My concern, is that no parameters nor guidances have been set for this new "telephone Triage". The intent of the "Call a Nurse" program, is to improve customer relations / satisfaction.

The nursing personel assigned, will be taken from a pool of PACU nurses on a rotating basis, with that nurse to carry a beeper / cell phone for a 24 hour basis, 3-4 day rotation. We are paid an "on-call" rate of $6 per hour to do this. It is voluntary, yet highly "encouraged" that we participate....or it will be assigned as an on-call duty. (we already have required on-call/standby for emergency surgerys at this 250 bed hospital.

Again, no guidlines for informational output have been established. And, the nurses within our PACU department vary considerably in their knowledge and communications skills.

What should we nurses be investigating and be concerned with regarding the above "Call Our Nurse" program? What are our liabilities? How should administration be approached?

These "new and wonderful" programs seem to come from administration....without much forthought.

Thanks,

C. Scrivner RN

I've been at this for a couple of months now.

Basically, I love it.

I think I've truly found my niche and encourage any nurse who is burned out by the hospital rat race to give this a try.

It doesn't pay as much, but I don't care. I don't go home stressed out and physically spent.
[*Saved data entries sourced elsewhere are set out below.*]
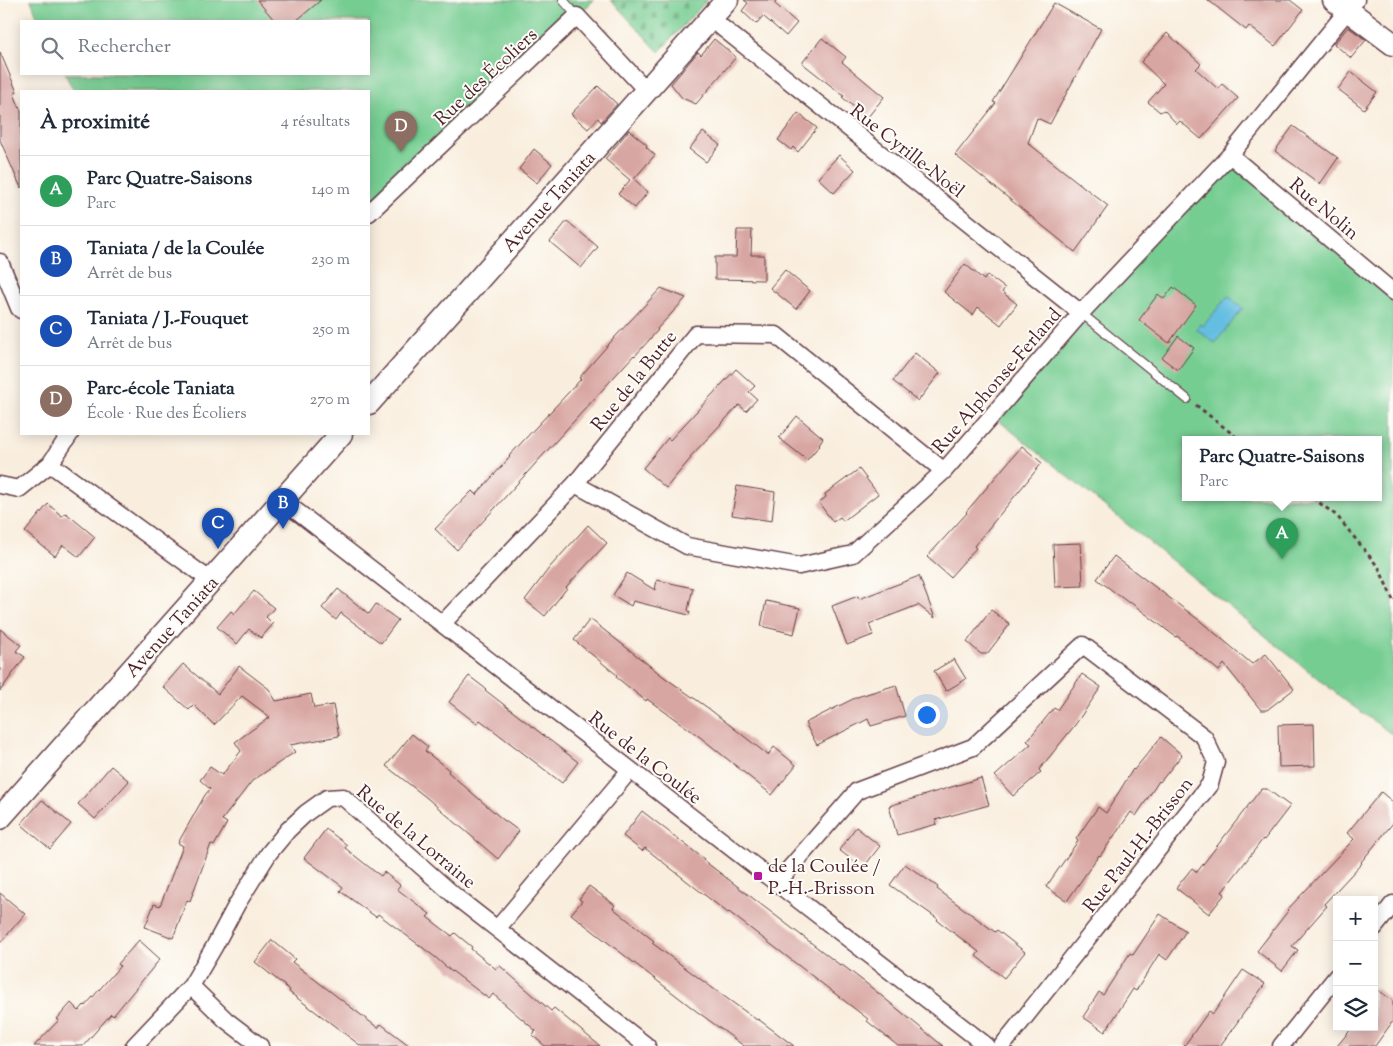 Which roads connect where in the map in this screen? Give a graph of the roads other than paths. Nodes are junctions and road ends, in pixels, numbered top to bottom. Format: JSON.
{"nodes":[{"id":1,"x":562,"y":0,"type":"edge"},
{"id":2,"x":727,"y":0,"type":"edge"},
{"id":3,"x":1346,"y":3,"type":"edge"},
{"id":4,"x":577,"y":16,"type":"junction"},
{"id":5,"x":710,"y":18,"type":"junction"},
{"id":6,"x":1393,"y":44,"type":"edge"},
{"id":7,"x":646,"y":90,"type":"junction"},
{"id":8,"x":1230,"y":155,"type":"junction"},
{"id":9,"x":370,"y":212,"type":"edge"},
{"id":10,"x":0,"y":262,"type":"edge"},
{"id":11,"x":1393,"y":292,"type":"edge"},
{"id":12,"x":20,"y":309,"type":"edge"},
{"id":13,"x":1081,"y":313,"type":"junction"},
{"id":14,"x":1187,"y":399,"type":"road end"},
{"id":15,"x":370,"y":401,"type":"edge"},
{"id":16,"x":69,"y":435,"type":"edge"},
{"id":17,"x":340,"y":435,"type":"edge"},
{"id":18,"x":50,"y":464,"type":"junction"},
{"id":19,"x":944,"y":471,"type":"junction"},
{"id":20,"x":575,"y":484,"type":"junction"},
{"id":21,"x":0,"y":485,"type":"edge"},
{"id":22,"x":282,"y":500,"type":"junction"},
{"id":23,"x":211,"y":581,"type":"junction"},
{"id":24,"x":442,"y":624,"type":"junction"},
{"id":25,"x":630,"y":770,"type":"junction"},
{"id":26,"x":0,"y":818,"type":"edge"},
{"id":27,"x":777,"y":884,"type":"junction"},
{"id":28,"x":1393,"y":904,"type":"edge"},
{"id":29,"x":1378,"y":923,"type":"edge"},
{"id":30,"x":497,"y":929,"type":"junction"},
{"id":31,"x":1333,"y":981,"type":"edge"},
{"id":32,"x":191,"y":986,"type":"junction"},
{"id":33,"x":134,"y":1046,"type":"edge"},
{"id":34,"x":260,"y":1046,"type":"edge"},
{"id":35,"x":647,"y":1046,"type":"edge"},
{"id":36,"x":987,"y":1046,"type":"edge"},
{"id":37,"x":1002,"y":1046,"type":"edge"},
{"id":38,"x":1281,"y":1046,"type":"edge"}],
"edges":[{"from":1,"to":4,"type":"lane"},
{"from":2,"to":5,"type":"main road","name":"Avenue Taniata"},
{"from":3,"to":6,"type":"main road"},
{"from":3,"to":8,"type":"street","name":"Rue Alphonse-Ferland"},
{"from":4,"to":7,"type":"street"},
{"from":4,"to":9,"type":"street","name":"Rue des Écoliers"},
{"from":5,"to":7,"type":"main road","name":"Avenue Taniata"},
{"from":5,"to":13,"type":"street","name":"Rue Cyrille-Noël"},
{"from":7,"to":15,"type":"main road","name":"Avenue Taniata"},
{"from":8,"to":11,"type":"street","name":"Rue Nolin"},
{"from":8,"to":13,"type":"street","name":"Rue Alphonse-Ferland"},
{"from":10,"to":12,"type":"street"},
{"from":13,"to":14,"type":"lane"},
{"from":13,"to":19,"type":"street","name":"Rue Alphonse-Ferland"},
{"from":16,"to":18,"type":"street"},
{"from":17,"to":22,"type":"main road","name":"Avenue Taniata"},
{"from":18,"to":21,"type":"street"},
{"from":18,"to":23,"type":"street"},
{"from":19,"to":20,"type":"street","name":"Rue Alphonse-Ferland"},
{"from":19,"to":20,"type":"street","name":"Rue de la Butte"},
{"from":20,"to":24,"type":"street","name":"Rue de la Butte"},
{"from":22,"to":23,"type":"main road","name":"Avenue Taniata"},
{"from":22,"to":24,"type":"street","name":"Rue de la Coulée"},
{"from":23,"to":26,"type":"main road","name":"Avenue Taniata"},
{"from":24,"to":25,"type":"street","name":"Rue de la Coulée"},
{"from":25,"to":27,"type":"street","name":"Rue de la Coulée"},
{"from":25,"to":30,"type":"street"},
{"from":27,"to":36,"type":"street","name":"Rue de la Coulée"},
{"from":27,"to":37,"type":"street","name":"Rue Paul-H.-Brisson"},
{"from":28,"to":29,"type":"street"},
{"from":30,"to":32,"type":"street","name":"Rue de la Lorraine"},
{"from":30,"to":35,"type":"street","name":"Rue de la Lorraine"},
{"from":31,"to":38,"type":"street"},
{"from":32,"to":33,"type":"street","name":"Rue de la Lorraine"},
{"from":32,"to":34,"type":"street"}]}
Most of the time people really appreciate us. There is the occasional cranky person.

I just tell myself that at least they aren't going to be my patient for a week!

Anyone who thinks this isn't real nursing has another thing coming. It really stretches your brain.

Hugs to all, nurscee

I've been at this for a couple of months now.

Basically, I love it.

I think I've truly found my niche and encourage any nurse who is burned out by the hospital rat race to give this a try.

It doesn't pay as much, but I don't care. I don't go home stressed out and physically spent.

Most of the time people really appreciate us. There is the occasional cranky person.

I just tell myself that at least they aren't going to be my patient for a week!

Anyone who thinks this isn't real nursing has another thing coming. It really stretches your brain.

Hugs to all, nurscee

Sounds like a job I need to look into. Making money isn't a big thing for me - getting burned out and hating work is.